Slowly he walked out into the middle of the highway where more light seemed to come from the shifting snow on the pavement than from the sky overhead. She called to him, but he ignored her.
He bolstered his empty gun beneath his coat. He reached inside his shirt, felt for and located the yellow button on his own travel belt, and hesitated.
They had sent Kokoschka to stop him. Now they would be waiting anxiously at the institute to learn the outcome. He would be arrested on arrival. He probably never again would have an opportunity to take the Lightning Road to return to her as he had promised.
The temptation to stay was great.
If he stayed, however, they would only send someone else to kill him, and he would spend the rest of his life running from one assassin after another — while watching the world around him change in ways that would be too horrible to endure. On the other hand, if he went back, there was a slim chance that he might still be able to destroy the institute. Dr. Penlovski and the others obviously knew everything about his meddling in the natural flow of events in this one woman's life, but perhaps they did not know that he had planted explosives in the attic and basement of the institute. In that case, if they gave him an opportunity to get into his office for just a moment, he could throw the hidden switch and blow the place— and all its files — to hell where it belonged. More likely than not, they had found the explosive charges and removed them. But as long as there was any possibility whatsoever that he could bring an end forever to the project and close the Lightning Road, he was morally obliged to return to the institute, even if it meant that he would never see Laura again.

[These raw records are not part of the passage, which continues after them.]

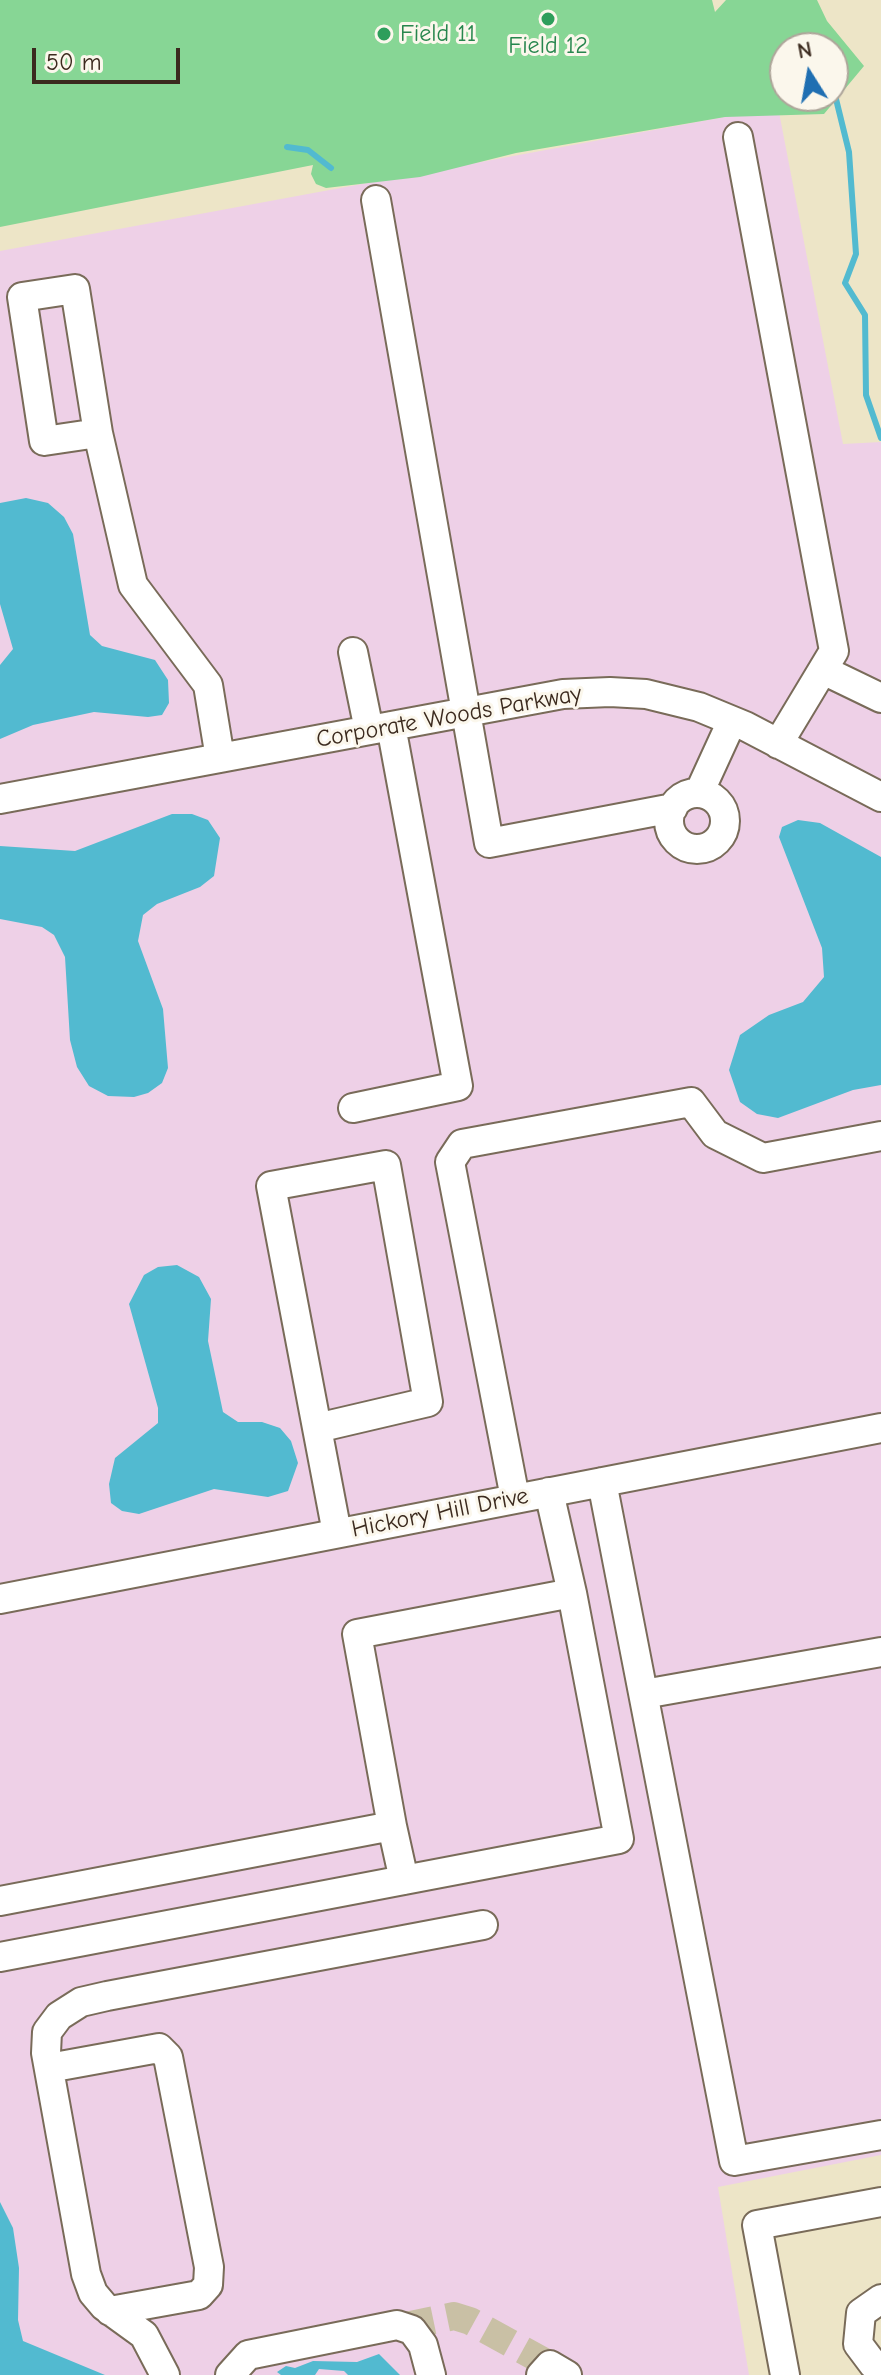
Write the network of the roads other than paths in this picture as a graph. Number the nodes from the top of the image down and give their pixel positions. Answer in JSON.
{"nodes":[{"id":1,"x":738,"y":137,"type":"dead end"},
{"id":2,"x":376,"y":200,"type":"dead end"},
{"id":3,"x":98,"y":433,"type":"junction"},
{"id":4,"x":353,"y":652,"type":"dead end"},
{"id":5,"x":823,"y":670,"type":"junction"},
{"id":6,"x":881,"y":698,"type":"edge"},
{"id":7,"x":464,"y":712,"type":"junction"},
{"id":8,"x":732,"y":721,"type":"junction"},
{"id":9,"x":380,"y":728,"type":"junction"},
{"id":10,"x":778,"y":744,"type":"junction"},
{"id":11,"x":220,"y":758,"type":"junction"},
{"id":12,"x":699,"y":793,"type":"junction"},
{"id":13,"x":881,"y":797,"type":"edge"},
{"id":14,"x":0,"y":799,"type":"edge"},
{"id":15,"x":673,"y":808,"type":"junction"},
{"id":16,"x":353,"y":1108,"type":"dead end"},
{"id":17,"x":881,"y":1136,"type":"edge"},
{"id":18,"x":317,"y":1428,"type":"junction"},
{"id":19,"x":881,"y":1428,"type":"edge"},
{"id":20,"x":602,"y":1482,"type":"junction"},
{"id":21,"x":549,"y":1492,"type":"junction"},
{"id":22,"x":515,"y":1498,"type":"junction"},
{"id":23,"x":337,"y":1533,"type":"junction"},
{"id":24,"x":572,"y":1593,"type":"junction"},
{"id":25,"x":0,"y":1599,"type":"edge"},
{"id":26,"x":881,"y":1652,"type":"edge"},
{"id":27,"x":644,"y":1694,"type":"junction"},
{"id":28,"x":392,"y":1826,"type":"junction"},
{"id":29,"x":404,"y":1880,"type":"junction"},
{"id":30,"x":0,"y":1901,"type":"edge"},
{"id":31,"x":483,"y":1925,"type":"dead end"},
{"id":32,"x":0,"y":1957,"type":"edge"},
{"id":33,"x":49,"y":2068,"type":"junction"},
{"id":34,"x":881,"y":2135,"type":"edge"},
{"id":35,"x":881,"y":2202,"type":"edge"},
{"id":36,"x":881,"y":2299,"type":"edge"},
{"id":37,"x":110,"y":2311,"type":"junction"},
{"id":38,"x":881,"y":2366,"type":"edge"},
{"id":39,"x":165,"y":2375,"type":"edge"},
{"id":40,"x":230,"y":2375,"type":"edge"},
{"id":41,"x":431,"y":2375,"type":"edge"},
{"id":42,"x":541,"y":2375,"type":"tunnel mouth"},
{"id":43,"x":567,"y":2375,"type":"edge"},
{"id":44,"x":785,"y":2375,"type":"edge"}],
"edges":[{"from":1,"to":5,"type":"street"},
{"from":2,"to":7,"type":"street"},
{"from":3,"to":3,"type":"street"},
{"from":3,"to":11,"type":"street"},
{"from":4,"to":9,"type":"street"},
{"from":5,"to":6,"type":"street"},
{"from":5,"to":10,"type":"street"},
{"from":7,"to":8,"type":"street","name":"Corporate Woods Parkway"},
{"from":7,"to":9,"type":"street","name":"Corporate Woods Parkway"},
{"from":7,"to":15,"type":"street"},
{"from":8,"to":10,"type":"street","name":"Corporate Woods Parkway"},
{"from":8,"to":12,"type":"street"},
{"from":9,"to":11,"type":"street","name":"Corporate Woods Parkway"},
{"from":9,"to":16,"type":"street"},
{"from":10,"to":13,"type":"street","name":"Corporate Woods Parkway"},
{"from":11,"to":14,"type":"street","name":"Corporate Woods Parkway"},
{"from":12,"to":15,"type":"street"},
{"from":12,"to":15,"type":"street"},
{"from":17,"to":22,"type":"street"},
{"from":18,"to":18,"type":"street"},
{"from":18,"to":23,"type":"street"},
{"from":19,"to":20,"type":"street","name":"Hickory Hill Drive"},
{"from":20,"to":21,"type":"street","name":"Hickory Hill Drive"},
{"from":20,"to":27,"type":"street"},
{"from":21,"to":22,"type":"street","name":"Hickory Hill Drive"},
{"from":21,"to":24,"type":"street"},
{"from":22,"to":23,"type":"street","name":"Hickory Hill Drive"},
{"from":23,"to":25,"type":"street","name":"Hickory Hill Drive"},
{"from":24,"to":28,"type":"street"},
{"from":24,"to":29,"type":"street"},
{"from":26,"to":27,"type":"street"},
{"from":27,"to":34,"type":"street"},
{"from":28,"to":29,"type":"street"},
{"from":28,"to":30,"type":"street"},
{"from":29,"to":32,"type":"street"},
{"from":31,"to":33,"type":"street"},
{"from":33,"to":37,"type":"street"},
{"from":33,"to":37,"type":"street"},
{"from":35,"to":44,"type":"street"},
{"from":36,"to":38,"type":"street"},
{"from":37,"to":39,"type":"street"},
{"from":40,"to":41,"type":"street"},
{"from":42,"to":43,"type":"street"}]}
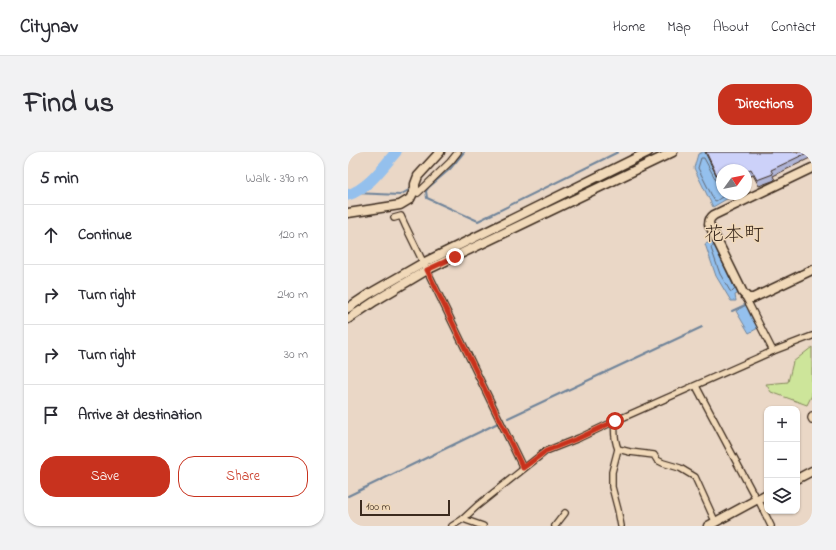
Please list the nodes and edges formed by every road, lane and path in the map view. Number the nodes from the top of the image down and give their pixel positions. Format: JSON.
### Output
{"nodes":[{"id":1,"x":440,"y":152,"type":"edge"},
{"id":2,"x":458,"y":152,"type":"edge"},
{"id":3,"x":648,"y":152,"type":"edge"},
{"id":4,"x":673,"y":152,"type":"edge"},
{"id":5,"x":812,"y":168,"type":"edge"},
{"id":6,"x":418,"y":193,"type":"dead end"},
{"id":7,"x":348,"y":213,"type":"edge"},
{"id":8,"x":394,"y":218,"type":"dead end"},
{"id":9,"x":425,"y":267,"type":"junction"},
{"id":10,"x":812,"y":270,"type":"edge"},
{"id":11,"x":744,"y":294,"type":"junction"},
{"id":12,"x":348,"y":308,"type":"edge"},
{"id":13,"x":348,"y":319,"type":"edge"},
{"id":14,"x":812,"y":336,"type":"edge"},
{"id":15,"x":773,"y":351,"type":"junction"},
{"id":16,"x":696,"y":386,"type":"junction"},
{"id":17,"x":812,"y":415,"type":"edge"},
{"id":18,"x":812,"y":420,"type":"edge"},
{"id":19,"x":615,"y":421,"type":"junction"},
{"id":20,"x":618,"y":449,"type":"junction"},
{"id":21,"x":523,"y":468,"type":"junction"},
{"id":22,"x":812,"y":471,"type":"edge"},
{"id":23,"x":799,"y":478,"type":"edge"},
{"id":24,"x":764,"y":496,"type":"edge"},
{"id":25,"x":758,"y":499,"type":"junction"},
{"id":26,"x":565,"y":513,"type":"dead end"},
{"id":27,"x":463,"y":519,"type":"junction"},
{"id":28,"x":712,"y":524,"type":"edge"},
{"id":29,"x":455,"y":525,"type":"edge"},
{"id":30,"x":482,"y":526,"type":"edge"},
{"id":31,"x":555,"y":526,"type":"edge"},
{"id":32,"x":621,"y":526,"type":"edge"},
{"id":33,"x":770,"y":526,"type":"edge"}],
"edges":[{"from":1,"to":7,"type":"street"},
{"from":2,"to":6,"type":"street"},
{"from":3,"to":9,"type":"street"},
{"from":4,"to":9,"type":"street"},
{"from":5,"to":11,"type":"street"},
{"from":8,"to":9,"type":"street"},
{"from":9,"to":12,"type":"street"},
{"from":9,"to":13,"type":"street"},
{"from":9,"to":21,"type":"street"},
{"from":10,"to":11,"type":"street"},
{"from":11,"to":15,"type":"street"},
{"from":14,"to":15,"type":"street"},
{"from":15,"to":16,"type":"street"},
{"from":16,"to":19,"type":"street"},
{"from":16,"to":25,"type":"street"},
{"from":17,"to":18,"type":"street"},
{"from":19,"to":20,"type":"street"},
{"from":19,"to":21,"type":"street"},
{"from":20,"to":28,"type":"street"},
{"from":20,"to":32,"type":"street"},
{"from":21,"to":27,"type":"street"},
{"from":22,"to":23,"type":"street"},
{"from":24,"to":25,"type":"street"},
{"from":25,"to":28,"type":"street"},
{"from":25,"to":33,"type":"street"},
{"from":26,"to":31,"type":"street"},
{"from":27,"to":29,"type":"street"},
{"from":27,"to":30,"type":"street"}]}
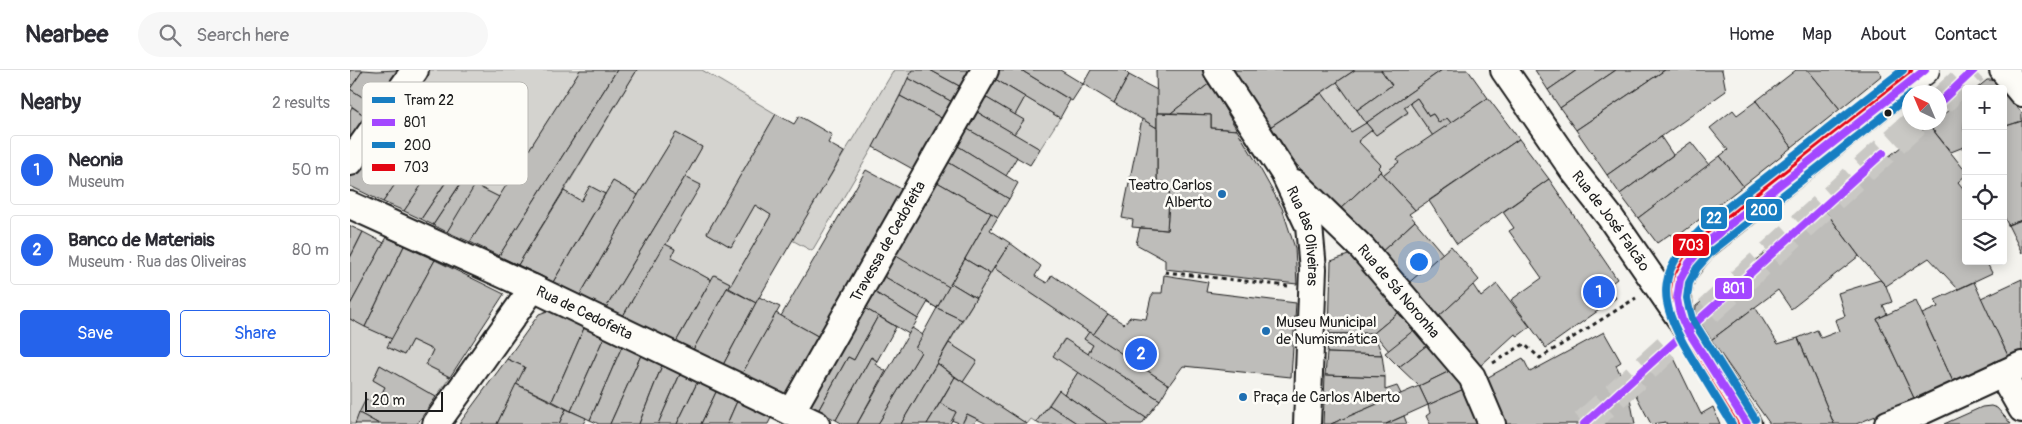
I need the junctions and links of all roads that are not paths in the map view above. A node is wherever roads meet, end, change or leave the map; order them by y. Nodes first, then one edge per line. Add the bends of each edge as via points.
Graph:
1 (415, 70) edge
2 (985, 70) edge
3 (1218, 70) edge
4 (1504, 70) edge
5 (1925, 70) edge
6 (2003, 70) edge
7 (407, 82) edge
8 (2022, 93) edge
9 (362, 145) edge
10 (350, 162) edge
11 (1284, 173) junction
12 (350, 205) edge
13 (533, 288) junction
14 (1683, 323) junction
15 (2012, 369) edge
16 (2022, 409) edge
17 (791, 412) junction
18 (1925, 417) edge
19 (436, 424) edge
20 (816, 424) edge
21 (1306, 424) edge
22 (1492, 424) edge
23 (1746, 424) edge
24 (1888, 424) edge

1 - 7 street
2 - 17 street, Travessa de Cedofeita
3 - 11 street, Rua das Oliveiras
4 - 14 street, Rua de José Falcão
5 - 14 street via 1705,244 1691,259 1677,287 1676,304
6 - 8 street
9 - 10 street
11 - 21 street, Rua das Oliveiras via 1309,226 1313,269
11 - 22 street, Rua de Sá Noronha via 1362,248 1472,377
12 - 13 street, Rua de Cedofeita
13 - 17 street, Rua de Cedofeita
13 - 19 street
14 - 23 street, Rua de José Falcão
15 - 16 street
15 - 18 street
17 - 20 street, Rua de Cedofeita
18 - 24 street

As the day died, the storm seemed to come more fiercely alive. On the mountainside above the highway, the wind rumbled and keened through the enormous pines, and the boughs made an ominous rustling sound, as if some many-legged, giant creature were scuttling down the slope. The snowflakes had become fine and dry, almost like bits of ice, and they seemed to be abrading the world, smoothing it the way that sandpaper smoothed wood, until eventually there would be no peaks and valleys, nothing but a featureless, highly polished plain as far as anyone could see.
With his hand still inside his coat and shirt, Stefan pressed the yellow button three times in quick succession, triggering the beacon. With regret and fear he returned to his own time.
Holding Chris, whose sobbing had subsided, Laura sat on the ground at the back of the Jeep and watched her guardian walk into the slanting snow, past the rear of Kokoschka's Pontiac.